Bounding boxes with keypoints:
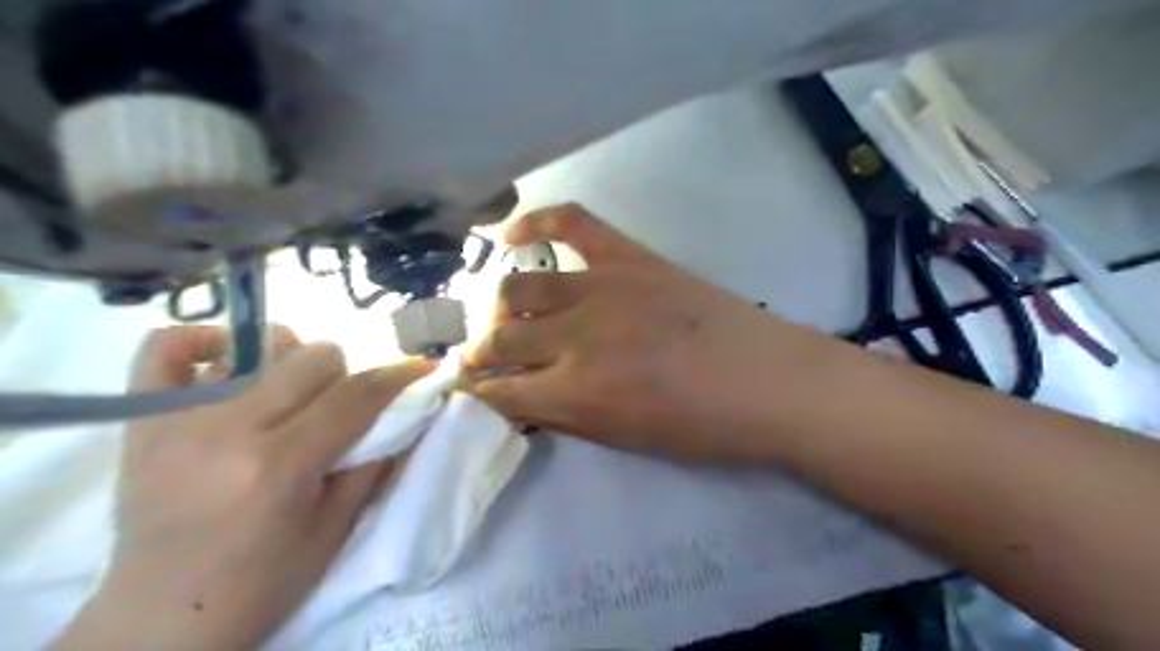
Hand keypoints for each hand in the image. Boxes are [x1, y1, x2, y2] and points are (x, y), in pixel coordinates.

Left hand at [52, 326, 434, 650]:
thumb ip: (371, 463)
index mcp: (280, 465)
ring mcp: (178, 418)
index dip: (398, 375)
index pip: (356, 395)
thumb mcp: (335, 529)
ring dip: (293, 363)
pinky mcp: (142, 419)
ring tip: (288, 397)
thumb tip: (401, 414)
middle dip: (344, 376)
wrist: (162, 621)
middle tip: (339, 409)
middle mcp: (228, 429)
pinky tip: (228, 363)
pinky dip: (204, 342)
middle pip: (314, 357)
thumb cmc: (261, 584)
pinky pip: (165, 348)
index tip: (422, 366)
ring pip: (261, 347)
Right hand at [464, 202, 835, 462]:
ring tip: (503, 317)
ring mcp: (601, 287)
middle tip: (481, 358)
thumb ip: (563, 415)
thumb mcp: (623, 439)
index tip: (468, 390)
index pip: (499, 390)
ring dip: (499, 307)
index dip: (477, 393)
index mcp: (576, 393)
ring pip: (520, 287)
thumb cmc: (701, 427)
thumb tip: (521, 397)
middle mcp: (575, 337)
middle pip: (502, 338)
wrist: (769, 382)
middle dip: (479, 353)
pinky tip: (513, 234)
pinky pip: (572, 222)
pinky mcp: (628, 257)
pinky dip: (537, 220)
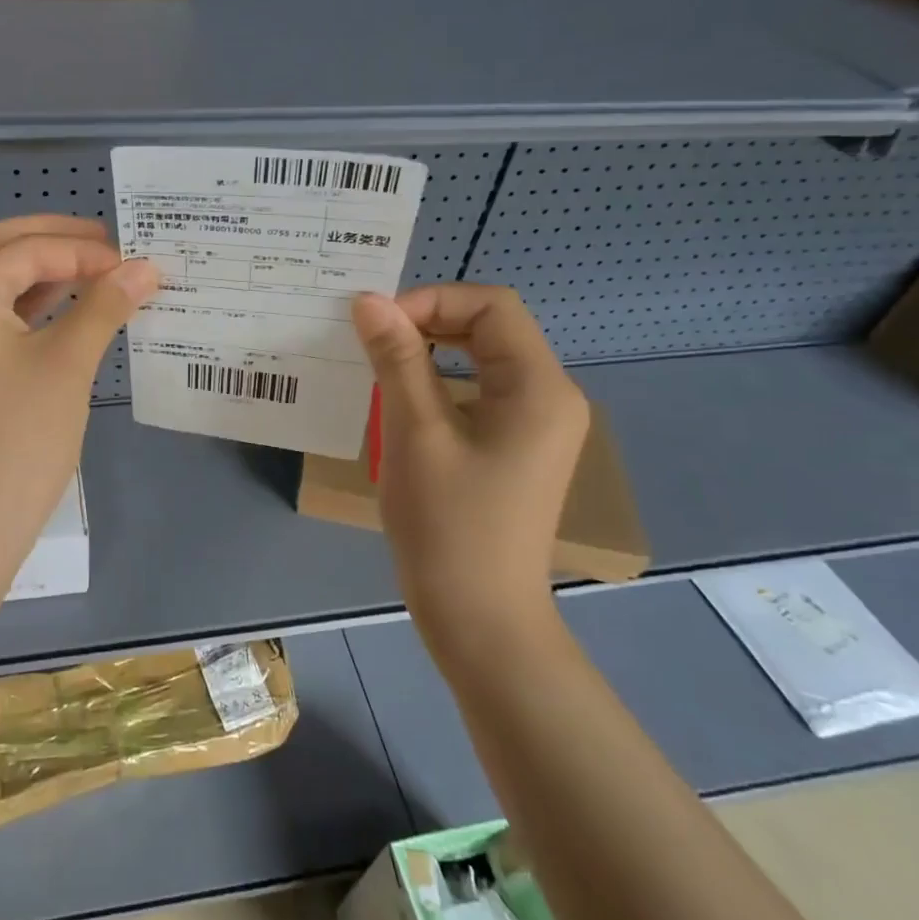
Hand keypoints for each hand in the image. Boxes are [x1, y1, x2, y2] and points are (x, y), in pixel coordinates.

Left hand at [0, 215, 157, 554]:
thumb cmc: (18, 440)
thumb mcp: (66, 365)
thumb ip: (104, 307)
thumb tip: (145, 268)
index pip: (27, 249)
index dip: (83, 250)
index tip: (133, 263)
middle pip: (0, 250)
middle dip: (55, 241)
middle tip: (109, 246)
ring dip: (44, 273)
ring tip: (97, 274)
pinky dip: (32, 308)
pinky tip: (69, 313)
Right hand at [351, 285, 587, 635]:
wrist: (479, 619)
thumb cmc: (448, 524)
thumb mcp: (416, 432)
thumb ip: (397, 359)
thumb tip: (369, 300)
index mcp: (539, 387)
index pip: (492, 306)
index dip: (432, 300)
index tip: (378, 326)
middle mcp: (550, 397)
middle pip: (490, 328)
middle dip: (429, 322)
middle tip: (371, 340)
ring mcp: (536, 426)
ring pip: (482, 359)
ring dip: (431, 351)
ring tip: (378, 364)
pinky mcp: (516, 449)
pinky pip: (479, 392)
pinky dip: (439, 383)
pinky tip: (400, 401)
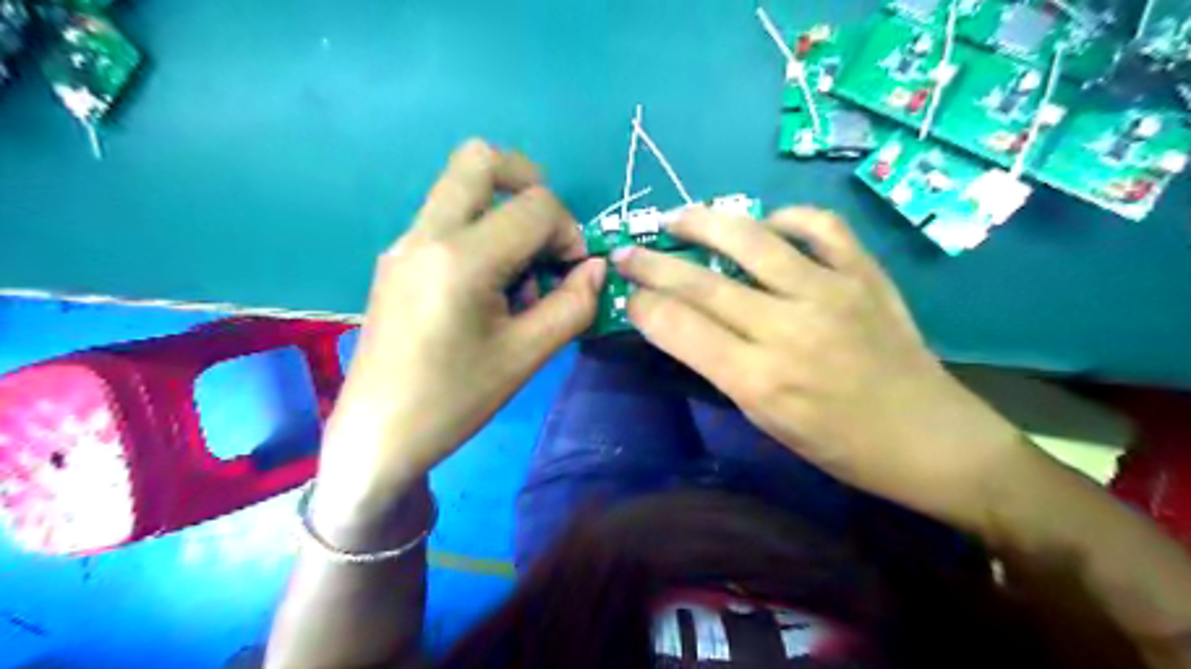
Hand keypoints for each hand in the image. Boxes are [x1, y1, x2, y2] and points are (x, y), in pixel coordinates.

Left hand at [312, 141, 606, 533]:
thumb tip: (596, 267)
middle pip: (480, 159)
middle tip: (547, 233)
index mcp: (462, 259)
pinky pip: (446, 218)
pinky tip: (487, 288)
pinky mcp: (397, 259)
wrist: (379, 433)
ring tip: (515, 276)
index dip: (570, 231)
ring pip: (460, 186)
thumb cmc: (455, 399)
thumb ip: (573, 304)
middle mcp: (427, 234)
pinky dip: (480, 232)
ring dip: (503, 211)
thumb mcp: (527, 355)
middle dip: (529, 183)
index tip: (572, 272)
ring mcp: (405, 243)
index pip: (535, 206)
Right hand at [614, 207, 1024, 530]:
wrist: (929, 437)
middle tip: (625, 251)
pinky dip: (784, 218)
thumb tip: (683, 323)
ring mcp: (830, 292)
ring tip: (677, 218)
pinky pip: (817, 225)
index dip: (642, 305)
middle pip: (701, 282)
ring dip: (703, 221)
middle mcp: (787, 328)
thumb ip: (721, 367)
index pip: (679, 327)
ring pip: (750, 238)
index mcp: (759, 380)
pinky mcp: (863, 273)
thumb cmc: (839, 446)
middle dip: (651, 264)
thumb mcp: (766, 421)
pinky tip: (766, 224)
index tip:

Directions: Transcribe every entry word for word, excluding images.

Written answer:
Hand keypoints for each hand in the image. Boxes are [x1, y1, x2, y2] and points are (x, y), in pixel coordinates.

Left hand at [52, 326, 434, 650]:
thumb ip: (371, 463)
index mcp: (280, 465)
ring mcp: (178, 418)
index dip: (398, 375)
index pip: (356, 395)
thumb mcp: (335, 529)
ring dip: (293, 363)
pinky mcp: (142, 419)
ring tip: (288, 397)
thumb tip: (401, 414)
middle dip: (344, 376)
wrist: (162, 621)
middle tip: (339, 409)
middle mcp: (228, 429)
pinky tip: (228, 363)
pinky dip: (204, 342)
middle pip: (314, 357)
thumb cmc: (261, 584)
pinky pip: (165, 348)
index tip: (422, 366)
ring pip: (261, 347)
Right hand at [464, 202, 835, 462]:
ring tip: (503, 317)
ring mcp: (601, 287)
middle tip: (481, 358)
thumb ip: (563, 415)
thumb mcp: (623, 439)
index tip: (468, 390)
index pip: (499, 390)
ring dip: (499, 307)
index dip: (477, 393)
index mcp: (576, 393)
ring pip: (520, 287)
thumb cmc: (701, 427)
thumb tip: (521, 397)
middle mcp: (575, 337)
middle pip: (502, 338)
wrist: (769, 382)
middle dip: (479, 353)
pinky tip: (513, 234)
pinky pip: (572, 222)
pinky mcp: (628, 257)
pinky dip: (537, 220)
Hand keypoints for each hand in the image. Boxes are [x1, y1, x2, y2] and points are (x, y), in pixel coordinates.

Left hand at [0, 215, 157, 554]:
thumb cmc: (18, 440)
thumb mcp: (66, 365)
thumb ip: (104, 307)
thumb tip: (145, 268)
index pip: (27, 249)
index dip: (83, 250)
index tip: (133, 263)
middle pip: (0, 250)
middle dip: (55, 241)
middle tip: (109, 246)
ring dip: (44, 273)
ring tip: (97, 274)
pinky dip: (32, 308)
pinky tip: (69, 313)
Right hand at [351, 285, 587, 635]:
wrist: (479, 619)
thumb cmc: (448, 524)
thumb mcp: (416, 432)
thumb ip: (397, 359)
thumb tip: (369, 300)
index mcp: (539, 387)
index pip: (492, 306)
index dip: (432, 300)
index tip: (378, 326)
middle mcp: (550, 397)
middle pip: (490, 328)
middle dip: (429, 322)
middle tip: (371, 340)
ring mcp: (536, 426)
ring pip: (482, 359)
ring dip: (431, 351)
ring tip: (378, 364)
pinky mcp: (516, 449)
pinky pip: (479, 392)
pinky dip: (439, 383)
pinky tip: (400, 401)
Hand keypoints for each hand in the image. Boxes are [x1, y1, x2, y2] and points are (x, y), in pixel coordinates.

Left hand at [312, 141, 606, 533]:
thumb tip: (596, 267)
middle pip: (480, 159)
middle tip: (547, 233)
index mcp: (462, 259)
pinky pip: (446, 218)
pinky tip: (487, 288)
pinky mcp: (397, 259)
wrist: (379, 433)
ring tip: (515, 276)
index dip: (570, 231)
ring pip: (460, 186)
thumb cmc: (455, 399)
thumb ip: (573, 304)
middle mcp: (427, 234)
pinky dip: (480, 232)
ring dip: (503, 211)
thumb mcp: (527, 355)
middle dip: (529, 183)
index tip: (572, 272)
ring mcp: (405, 243)
index pip: (535, 206)
Right hand at [614, 207, 1024, 530]:
wrist: (929, 437)
middle tip: (625, 251)
pinky dip: (784, 218)
thumb tip: (683, 323)
ring mcp: (830, 292)
ring tip: (677, 218)
pinky pip: (817, 225)
index dip: (642, 305)
middle pip: (701, 282)
ring dip: (703, 221)
middle mcp: (787, 328)
thumb ip: (721, 367)
index pip: (679, 327)
ring pip: (750, 238)
index mcp: (759, 380)
pinky mcp: (863, 273)
thumb cmc: (839, 446)
middle dip: (651, 264)
thumb mcp: (766, 421)
pinky tip: (766, 224)
index tip:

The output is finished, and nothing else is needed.